Carlo Airoldi era piccolo di statura, povero e di scarsa cultura. Aveva solo la sua forza. Forza del corpo, certo, ma soprattutto d’animo.
Se, come me, ti è capitato di frequentare ambienti molto disparati e di aver incrociato sul tuo cammino persone di ogni estrazione sociale, potresti aver notato quello che ho notato io.
Chi si guadagna da vivere col sudore delle proprie mani ha una punta di orgoglio in più per il proprio corpo.
Non parlo di cose come misurare il giro vita, mettere le creme antirughe o tingersi i capelli. Questa è roba che interessa ai borghesi e ai ricchi, che hanno paura di invecchiare. I poveri non si vergognano della pancia o dei capelli radi, ma sono molto orgogliosi della propria forza, perché è l’unica cosa che hanno.

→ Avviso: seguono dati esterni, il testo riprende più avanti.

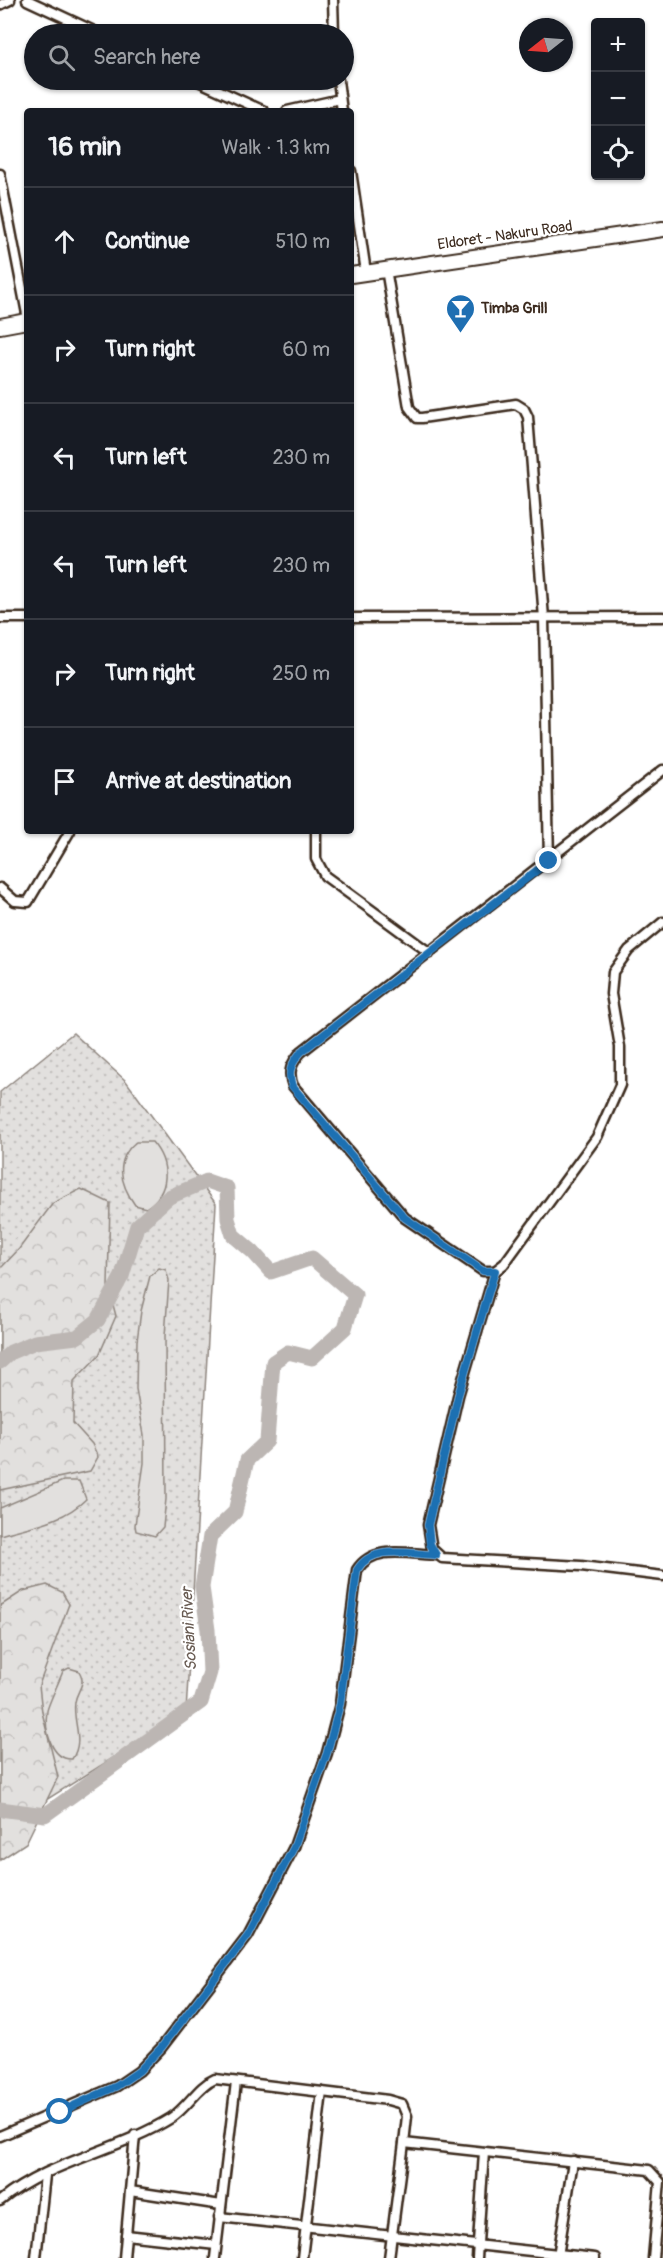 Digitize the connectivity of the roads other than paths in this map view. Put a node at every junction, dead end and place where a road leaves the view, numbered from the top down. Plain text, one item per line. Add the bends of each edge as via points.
1 (10, 0) edge
2 (27, 0) edge
3 (333, 0) edge
4 (0, 5) edge
5 (79, 24) edge
6 (334, 24) edge
7 (218, 90) edge
8 (339, 90) edge
9 (340, 99) junction
10 (257, 108) edge
11 (300, 108) edge
12 (342, 108) edge
13 (0, 174) edge
14 (354, 191) edge
15 (663, 229) edge
16 (386, 269) junction
17 (366, 272) junction
18 (354, 274) edge
19 (24, 298) edge
20 (24, 322) edge
21 (0, 326) edge
22 (663, 617) edge
23 (0, 618) edge
24 (24, 618) edge
25 (354, 618) edge
26 (544, 618) junction
27 (663, 770) edge
28 (68, 834) edge
29 (316, 834) edge
30 (549, 861) junction
31 (0, 888) edge
32 (663, 922) edge
33 (430, 953) junction
34 (495, 1271) junction
35 (436, 1555) junction
36 (663, 1576) edge
37 (236, 2082) junction
38 (322, 2092) junction
39 (135, 2135) junction
40 (0, 2136) edge
41 (404, 2143) junction
42 (484, 2152) junction
43 (573, 2162) junction
44 (45, 2175) junction
45 (130, 2191) junction
46 (0, 2201) edge
47 (221, 2205) junction
48 (219, 2217) junction
49 (305, 2225) junction
50 (126, 2235) junction
51 (392, 2237) junction
52 (477, 2244) junction
53 (216, 2245) junction
54 (558, 2256) edge
55 (36, 2258) edge
56 (124, 2258) edge
57 (215, 2258) edge
58 (302, 2258) edge
59 (389, 2258) edge
60 (477, 2258) edge
61 (595, 2258) edge
62 (653, 2258) edge

1 - 4 street
2 - 5 street
3 - 6 street
7 - 10 street
8 - 9 street
9 - 11 street
9 - 12 street
13 - 19 street
14 - 17 street
15 - 16 highway, Eldoret - Nakuru Road
16 - 17 highway, Eldoret - Nakuru Road
16 - 26 street via 413,414 422,418 516,404 528,417
17 - 18 highway, Eldoret - Nakuru Road
20 - 21 highway
22 - 26 street
23 - 24 street
25 - 26 street
26 - 30 street
27 - 30 street
28 - 31 street via 28,902 15,901
29 - 33 street via 316,859 325,876
30 - 33 street
32 - 34 street via 629,950 613,972 611,994 620,1047 620,1085 597,1137
33 - 34 street via 301,1052 292,1064 290,1078 301,1097 405,1218 483,1271
34 - 35 street via 458,1396 428,1525
35 - 36 street
35 - 40 street via 376,1553 363,1560 357,1570 340,1704 327,1753 294,1847 248,1935 139,2071 117,2086
37 - 38 street
37 - 39 street via 206,2082 192,2102 171,2118
37 - 47 street
38 - 41 street via 402,2104 407,2116
38 - 49 street
39 - 44 street
39 - 45 street
41 - 42 street
41 - 51 street
42 - 43 street
42 - 52 street
43 - 54 street
43 - 62 street via 649,2170 656,2176 660,2191
44 - 46 street
44 - 55 street
45 - 47 street
45 - 50 street
47 - 48 street
48 - 49 street
48 - 53 street
49 - 51 street
49 - 58 street
50 - 53 street
50 - 56 street
51 - 52 street
51 - 59 street
52 - 54 street
52 - 60 street
53 - 57 street
54 - 61 street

Mica come i ricchi, a cui la forza non serve perché hanno il potere.
Carlo Airoldi veniva da Origgio, un paesino a vicino a Saronno. Era figlio di contadini. Era nato nel 1869 e faceva l’operaio in una fabbrica di cioccolata. Ma nel tempo libero si dedicava ad altro.
Hai mai sentito parlare del cuore d’atleta?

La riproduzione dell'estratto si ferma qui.